A converted quarterback who proved his cover skills at corner, West Virginia's Keith Tandy is a physical player who plays with tenacity. He’s 5’10” and 202 pounds, making him an undersized yet compact defensive back.
At West Virginia, Tandy benefited from the relentless pressure that defensive ends Bruce Irvin and Julian Miller placed on opposing quarterbacks, according to CBSSports.com. However, he did some good things on his own to warrant recognition.
In his first full year as a starter in 2009, Tandy recorded 61 tackles, four tackles for loss, four interceptions and seven passes broken up. In 2010, he was voted to the First-Team All-Conference team. Then, in 2011, he logged 64 tackles, two for loss, four interceptions and nine passes broken up.
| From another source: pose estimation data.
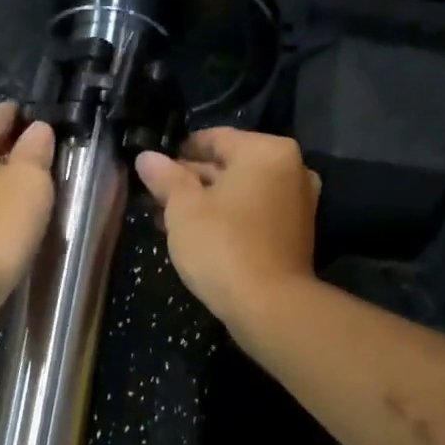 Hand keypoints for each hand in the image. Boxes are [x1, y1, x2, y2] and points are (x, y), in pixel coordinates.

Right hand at [135, 128, 320, 325]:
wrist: (268, 305)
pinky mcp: (294, 234)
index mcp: (266, 151)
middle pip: (229, 166)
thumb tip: (146, 158)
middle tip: (154, 195)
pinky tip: (195, 234)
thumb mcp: (183, 208)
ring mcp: (297, 203)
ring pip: (240, 193)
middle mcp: (290, 169)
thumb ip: (165, 178)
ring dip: (205, 202)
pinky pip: (253, 214)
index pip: (215, 138)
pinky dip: (227, 218)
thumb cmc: (222, 245)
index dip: (179, 150)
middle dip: (191, 180)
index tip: (153, 166)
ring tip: (165, 218) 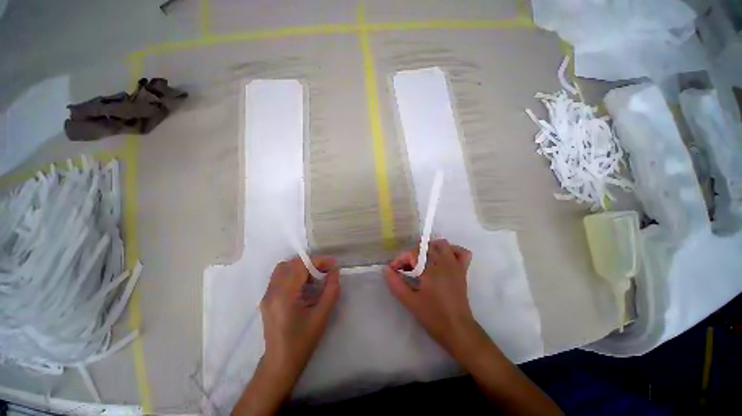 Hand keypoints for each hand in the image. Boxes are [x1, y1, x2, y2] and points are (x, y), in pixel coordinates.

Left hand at [260, 256, 339, 383]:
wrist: (281, 363)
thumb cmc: (303, 341)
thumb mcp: (322, 315)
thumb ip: (331, 290)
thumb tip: (335, 271)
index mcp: (284, 295)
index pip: (300, 265)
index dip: (318, 261)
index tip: (334, 265)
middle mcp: (272, 291)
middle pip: (290, 263)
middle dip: (310, 263)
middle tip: (325, 272)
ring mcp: (267, 295)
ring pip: (284, 268)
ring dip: (302, 268)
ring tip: (315, 279)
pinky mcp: (267, 299)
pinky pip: (281, 277)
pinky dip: (295, 274)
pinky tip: (305, 287)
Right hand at [384, 239, 485, 359]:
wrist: (458, 330)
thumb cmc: (433, 316)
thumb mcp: (410, 301)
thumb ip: (396, 284)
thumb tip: (385, 269)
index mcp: (431, 270)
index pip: (413, 254)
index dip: (401, 259)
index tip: (394, 269)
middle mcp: (444, 263)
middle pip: (425, 247)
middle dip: (413, 254)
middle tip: (406, 268)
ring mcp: (455, 266)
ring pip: (443, 245)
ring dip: (431, 248)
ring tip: (423, 260)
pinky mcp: (463, 271)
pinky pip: (462, 253)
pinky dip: (452, 251)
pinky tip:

As a converted passer, Tandy has a unique understanding of the passing game that most cornerbacks don’t. He uses his offensive experience as a defender to identify routes and patterns.
Because the NFL is gradually featuring bigger and bigger wide receivers, defensive backs with Tandy’s size can sometimes be overmatched. For that reason, undersized corners must play with a certain level of physicality and aggressiveness so as to overcome the height advantage. And Tandy has shown he can do that.
Heading to the NFL, he’ll need to continue playing with confidence.
According to CBSSports.com, Tandy’s overall strengths include his zone-cover skills, as he is able to keep wideouts and the ball in front of him, and his ability to close well after the catch and bring down bigger receivers.
On the other hand, the former Mountaineer is “not consistent with his footwork, is a bit choppy in transition and is slow to find the ball on deep routes.”
Though Tandy is a bit short, he is a physical corner who can tackle well and understand routes. With a little coaching, he should develop into a solid nickel corner in the NFL.
Tandy brings a unique perspective to the Tampa Bay Buccaneers' secondary as a converted quarterback who understands the offensive-side of the passing game perhaps better than the defensive side. Consequently, he'll have to take his lumps as he transitions to the pro game, but he has time to learn from talented players in front of him and could evolve into a useful player despite his smallish size.